Si tratta di appunti presi durante la giornata su temi di politica, cultura, scienze, storia e soprattutto filosofia
I fischi a Lucio Dalla che cantava Caruso poco prima della partita fra Bologna e Napoli hanno suscitato la reazione decisa di Gianni Morandi. E l'indignazione dell'intera città di Bologna. Ho commentato così sulle pagine del Corriere dello Sport-Stadio questa vicenda
BOLOGNA - Indignarsi è l'indispensabile esercizio etico del dopo. Ma c'è un prima. Chi ricorda la prima volta in cui venne sdoganato in televisione il termine "terrone" Chi ricorda la prima volta in cui un leader politico utilizzò contro un suo avversario, invece degli argomenti di merito, la provenienza geografica, il colore della pelle o i gusti sessuali? E la prima volta che venne invocata la morte di un atleta sul campo? Il neo segretario di un partito politico del Nord venne filmato mentre danzava con i suoi seguaci al ritmo di un motteggio inverecondo che si riferisce ai napoletani come colerosi e terremotati. Indignarsi dopo è indispensabile. Ma bisognava intervenire prima. Molto prima.

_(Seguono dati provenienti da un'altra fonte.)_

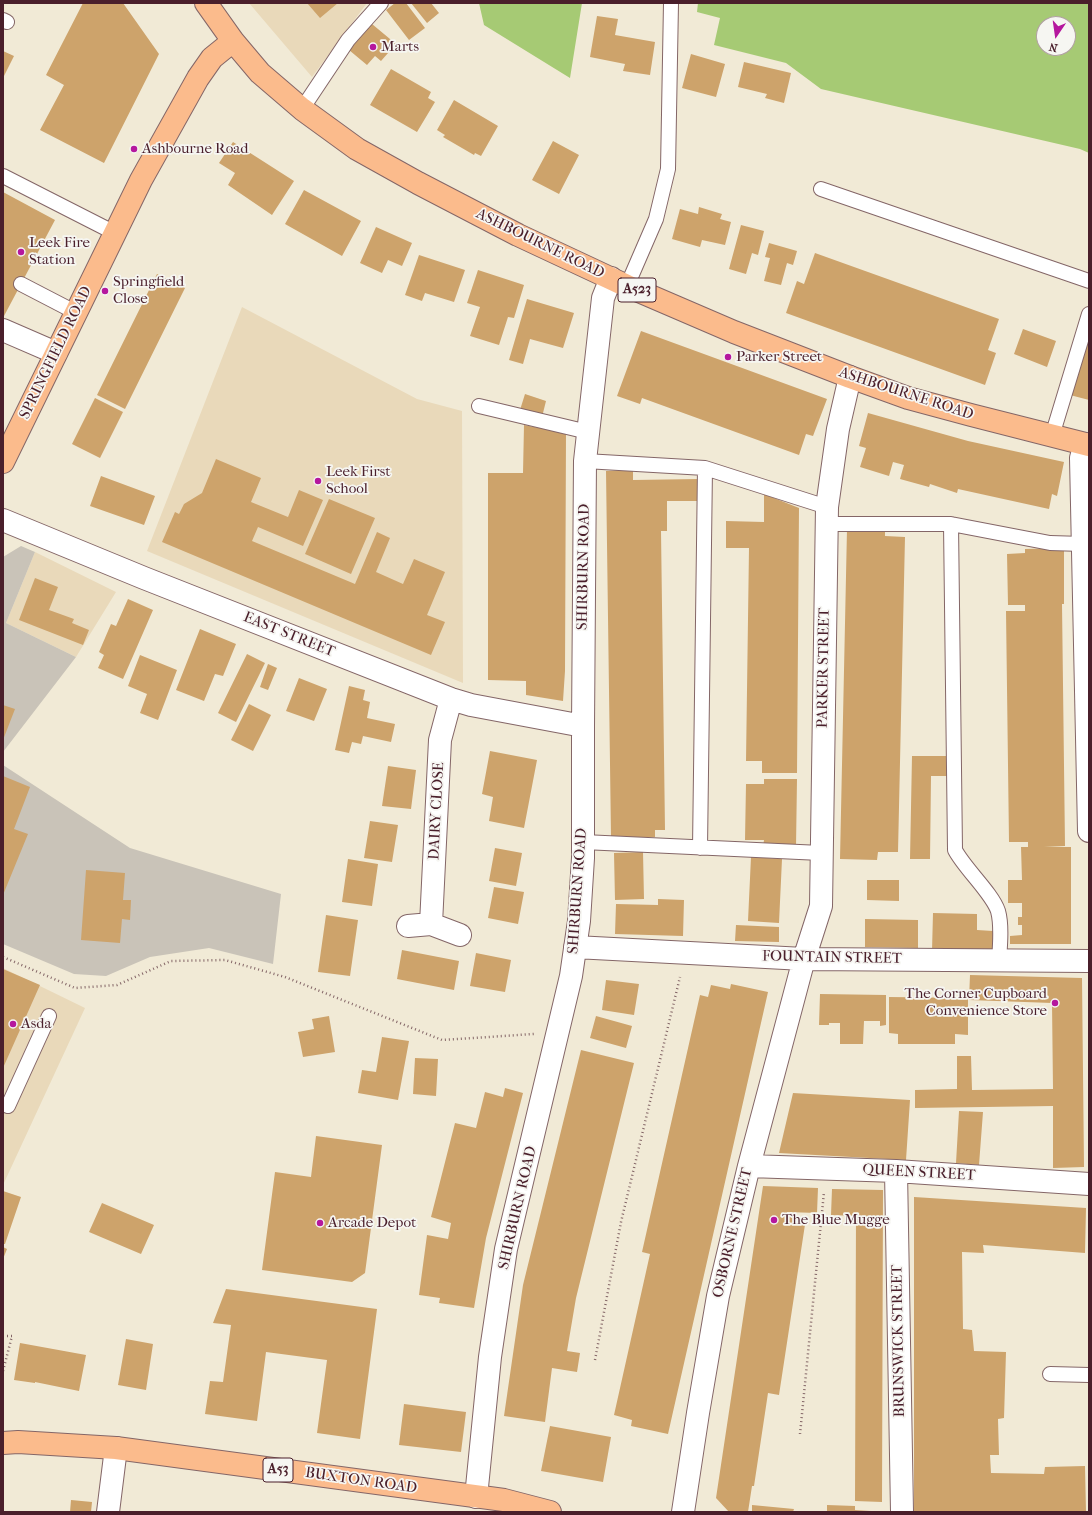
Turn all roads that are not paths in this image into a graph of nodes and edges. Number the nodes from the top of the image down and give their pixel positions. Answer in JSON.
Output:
{"nodes":[{"id":1,"x":206,"y":3,"type":"edge"},
{"id":2,"x":381,"y":3,"type":"edge"},
{"id":3,"x":671,"y":3,"type":"edge"},
{"id":4,"x":233,"y":41,"type":"junction"},
{"id":5,"x":302,"y":109,"type":"junction"},
{"id":6,"x":3,"y":176,"type":"edge"},
{"id":7,"x":821,"y":189,"type":"dead end"},
{"id":8,"x":115,"y":233,"type":"junction"},
{"id":9,"x":1089,"y":281,"type":"edge"},
{"id":10,"x":619,"y":282,"type":"junction"},
{"id":11,"x":21,"y":284,"type":"dead end"},
{"id":12,"x":75,"y":312,"type":"junction"},
{"id":13,"x":1089,"y":314,"type":"edge"},
{"id":14,"x":3,"y":330,"type":"edge"},
{"id":15,"x":56,"y":353,"type":"junction"},
{"id":16,"x":850,"y":377,"type":"junction"},
{"id":17,"x":479,"y":406,"type":"dead end"},
{"id":18,"x":588,"y":432,"type":"junction"},
{"id":19,"x":1052,"y":436,"type":"junction"},
{"id":20,"x":1087,"y":444,"type":"edge"},
{"id":21,"x":585,"y":461,"type":"junction"},
{"id":22,"x":3,"y":462,"type":"edge"},
{"id":23,"x":705,"y":468,"type":"junction"},
{"id":24,"x":826,"y":516,"type":"junction"},
{"id":25,"x":3,"y":520,"type":"edge"},
{"id":26,"x":951,"y":524,"type":"junction"},
{"id":27,"x":1083,"y":544,"type":"junction"},
{"id":28,"x":451,"y":699,"type":"junction"},
{"id":29,"x":583,"y":726,"type":"junction"},
{"id":30,"x":1089,"y":831,"type":"edge"},
{"id":31,"x":583,"y":842,"type":"junction"},
{"id":32,"x":700,"y":848,"type":"junction"},
{"id":33,"x":821,"y":853,"type":"junction"},
{"id":34,"x":431,"y":924,"type":"junction"},
{"id":35,"x":408,"y":926,"type":"dead end"},
{"id":36,"x":460,"y":935,"type":"dead end"},
{"id":37,"x":575,"y":947,"type":"junction"},
{"id":38,"x":804,"y":959,"type":"junction"},
{"id":39,"x":999,"y":960,"type":"junction"},
{"id":40,"x":1089,"y":962,"type":"edge"},
{"id":41,"x":50,"y":1016,"type":"dead end"},
{"id":42,"x":3,"y":1104,"type":"edge"},
{"id":43,"x":749,"y":1166,"type":"junction"},
{"id":44,"x":896,"y":1171,"type":"junction"},
{"id":45,"x":1089,"y":1184,"type":"edge"},
{"id":46,"x":1050,"y":1374,"type":"dead end"},
{"id":47,"x":1089,"y":1375,"type":"edge"},
{"id":48,"x":3,"y":1443,"type":"edge"},
{"id":49,"x":116,"y":1448,"type":"junction"},
{"id":50,"x":476,"y":1497,"type":"junction"},
{"id":51,"x":503,"y":1506,"type":"edge"},
{"id":52,"x":108,"y":1512,"type":"edge"},
{"id":53,"x":550,"y":1512,"type":"edge"},
{"id":54,"x":683,"y":1512,"type":"edge"},
{"id":55,"x":902,"y":1512,"type":"edge"}],
"edges":[{"from":1,"to":4,"type":"highway","name":"ASHBOURNE ROAD","number":"A523"},
{"from":2,"to":5,"type":"lane"},
{"from":3,"to":10,"type":"lane"},
{"from":4,"to":5,"type":"highway","name":"ASHBOURNE ROAD","number":"A523"},
{"from":4,"to":8,"type":"highway","name":"SPRINGFIELD ROAD"},
{"from":5,"to":10,"type":"highway","name":"ASHBOURNE ROAD","number":"A523"},
{"from":6,"to":8,"type":"lane"},
{"from":7,"to":9,"type":"lane"},
{"from":8,"to":12,"type":"highway","name":"SPRINGFIELD ROAD"},
{"from":10,"to":16,"type":"highway","name":"ASHBOURNE ROAD","number":"A523"},
{"from":10,"to":18,"type":"street","name":"SHIRBURN ROAD"},
{"from":11,"to":12,"type":"lane"},
{"from":12,"to":15,"type":"highway","name":"SPRINGFIELD ROAD"},
{"from":13,"to":19,"type":"lane"},
{"from":14,"to":15,"type":"street"},
{"from":15,"to":22,"type":"highway","name":"SPRINGFIELD ROAD"},
{"from":16,"to":19,"type":"highway","name":"ASHBOURNE ROAD","number":"A523"},
{"from":16,"to":24,"type":"street","name":"PARKER STREET"},
{"from":17,"to":18,"type":"lane"},
{"from":18,"to":21,"type":"street","name":"SHIRBURN ROAD"},
{"from":19,"to":20,"type":"highway","name":"ASHBOURNE ROAD","number":"A523"},
{"from":20,"to":27,"type":"street"},
{"from":21,"to":23,"type":"lane"},
{"from":21,"to":29,"type":"street","name":"SHIRBURN ROAD"},
{"from":23,"to":24,"type":"lane"},
{"from":23,"to":32,"type":"lane"},
{"from":24,"to":26,"type":"lane"},
{"from":24,"to":33,"type":"street","name":"PARKER STREET"},
{"from":25,"to":28,"type":"street","name":"EAST STREET"},
{"from":26,"to":27,"type":"lane"},
{"from":26,"to":39,"type":"lane"},
{"from":27,"to":30,"type":"street"},
{"from":28,"to":29,"type":"street","name":"EAST STREET"},
{"from":28,"to":34,"type":"street","name":"DAIRY CLOSE"},
{"from":29,"to":31,"type":"street","name":"SHIRBURN ROAD"},
{"from":31,"to":32,"type":"lane"},
{"from":31,"to":37,"type":"street","name":"SHIRBURN ROAD"},
{"from":32,"to":33,"type":"lane"},
{"from":33,"to":38,"type":"street","name":"PARKER STREET"},
{"from":34,"to":35,"type":"street"},
{"from":34,"to":36,"type":"street"},
{"from":37,"to":38,"type":"street","name":"FOUNTAIN STREET"},
{"from":37,"to":50,"type":"street","name":"SHIRBURN ROAD"},
{"from":38,"to":39,"type":"street","name":"FOUNTAIN STREET"},
{"from":38,"to":43,"type":"street","name":"OSBORNE STREET"},
{"from":39,"to":40,"type":"street","name":"FOUNTAIN STREET"},
{"from":41,"to":42,"type":"lane"},
{"from":43,"to":44,"type":"street","name":"QUEEN STREET"},
{"from":43,"to":54,"type":"street","name":"OSBORNE STREET"},
{"from":44,"to":45,"type":"street","name":"QUEEN STREET"},
{"from":44,"to":55,"type":"street","name":"BRUNSWICK STREET"},
{"from":46,"to":47,"type":"lane"},
{"from":48,"to":49,"type":"highway","name":"BUXTON ROAD","number":"A53"},
{"from":49,"to":50,"type":"highway","name":"BUXTON ROAD","number":"A53"},
{"from":49,"to":52,"type":"street"},
{"from":50,"to":51,"type":"highway","name":"BUXTON ROAD","number":"A53"},
{"from":51,"to":53,"type":"highway","name":"BUXTON ROAD","number":"A53"}]}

La civiltà è una conquista provvisoria. Si può sempre regredire. Giambattista Vico, napoletano, lo sostenne nel secolo dei Lumi, quando si pensava che da quel momento in poi la luce sul nostro agire non sarebbe più mancata. Venne il buio. Nemmeno tanto dopo. Ma cosa ci sarà di grave, sussurrano scossi da tanta indignazione, gli affezionati al tranquillo e putrido, non facciamone una questione di vita o di morte? In fondo, di cosa parliamo? Di fischi ad un geniale brano musicale, diffuso nel posto sbagliato? Il «Caruso» di Dalla doveva affratellare due tifoserie? Ma quegli altri non ci urlano e ci dicono di tutto? E non ci lanciano gavettoni, riempiti con le loro urine? Non sarà la fine del mondo: nel calcio ormai è normale.

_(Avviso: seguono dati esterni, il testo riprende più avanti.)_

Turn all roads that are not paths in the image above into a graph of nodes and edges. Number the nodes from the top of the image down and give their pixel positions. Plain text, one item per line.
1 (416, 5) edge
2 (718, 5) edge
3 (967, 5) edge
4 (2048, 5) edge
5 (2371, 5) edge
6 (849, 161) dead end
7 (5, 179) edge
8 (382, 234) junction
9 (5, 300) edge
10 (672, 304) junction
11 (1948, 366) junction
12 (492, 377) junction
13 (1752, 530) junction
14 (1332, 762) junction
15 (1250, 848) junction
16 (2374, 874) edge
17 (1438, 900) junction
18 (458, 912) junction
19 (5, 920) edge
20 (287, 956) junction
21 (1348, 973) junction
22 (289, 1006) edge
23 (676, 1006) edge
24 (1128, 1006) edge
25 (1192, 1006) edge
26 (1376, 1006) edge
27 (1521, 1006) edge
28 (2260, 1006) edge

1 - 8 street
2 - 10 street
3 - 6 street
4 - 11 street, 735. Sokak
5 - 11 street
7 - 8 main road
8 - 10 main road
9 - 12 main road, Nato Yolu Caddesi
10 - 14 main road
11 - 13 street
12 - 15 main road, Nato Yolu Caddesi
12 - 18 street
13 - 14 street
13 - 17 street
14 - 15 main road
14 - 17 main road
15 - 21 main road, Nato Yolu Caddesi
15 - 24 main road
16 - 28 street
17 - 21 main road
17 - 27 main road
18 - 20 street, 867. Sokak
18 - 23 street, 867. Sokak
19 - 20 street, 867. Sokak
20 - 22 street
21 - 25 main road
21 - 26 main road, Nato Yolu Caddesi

C'è un magnifico libro «Come si diventa nazisti» dello storico tedesco William Sheridan Allen. Venne ripubblicato in Italia nel ?94 con prefazione di Luciano Gallino. E' la storia di un piccolo paese che l'autore chiama Thalburg, ed è in realtà Nordheim (nell'Hannover), dalla fine degli anni venti all'inizio degli anni trenta. E' la storia di un luogo normale, simile a certi paesotti italiani del Nord, dove coesisteva una tradizione democratica e una bella etica del lavoro, una condizione sociale non conflittuale, una forte presenza artigiana. Il linguaggio fece capire quello che stava succedendo, alimentato da mille fantasmi, crisi economica, sfiducia, sospetto. Nessuno ebbe la forza di contrapporre a questa degenerazione altri valori. Si accettarono, a poco a poco, zone franche. Esprimersi, ragionare e agire in una certa maniera fu prima tollerato, ma subito dopo divenne normale.
Anche le curve degli stadi sono diventate zone franche. Per il calcio valgono regole non scritte che altrove sarebbero inammissibili. Provate a insultare, bloccare una strada, andare sotto casa di un imprenditore e lanciare petardi e bombe carta. Non per il calcio, ma per reclamare lavoro o per impedire un traforo che sventri una valle. In curva valgono altre regole e altri valori. Pensate che questi ultras non sappiano che innalzare striscioni ingiuriosi rechi danno a tutti, compresa la squadra per la quale ci si farebbe scannare? Sì, tutti lo sanno. Ma nelle altre curve (Milano, Verona, Torino) hanno fatto lo stesso contro i napoletani. La curva di Bologna, perciò, doveva competere essere degna delle altre. Già, dignità. Stesso suono per rappresentare un altro universo. Nessuno, finora, si è sforzato di capire il nuovo mondo che si stava formando. Ecco perché bisognava intervenire prima. Prima che questi nuovi valori sostituissero quelli che hanno fatto grande Bologna. Per capirli, interpretarli, contrastarli. Ora non rimane che indignarsi. Morandi lo ha fatto difendendo, quasi da solo, un amico e un principio. Basterà?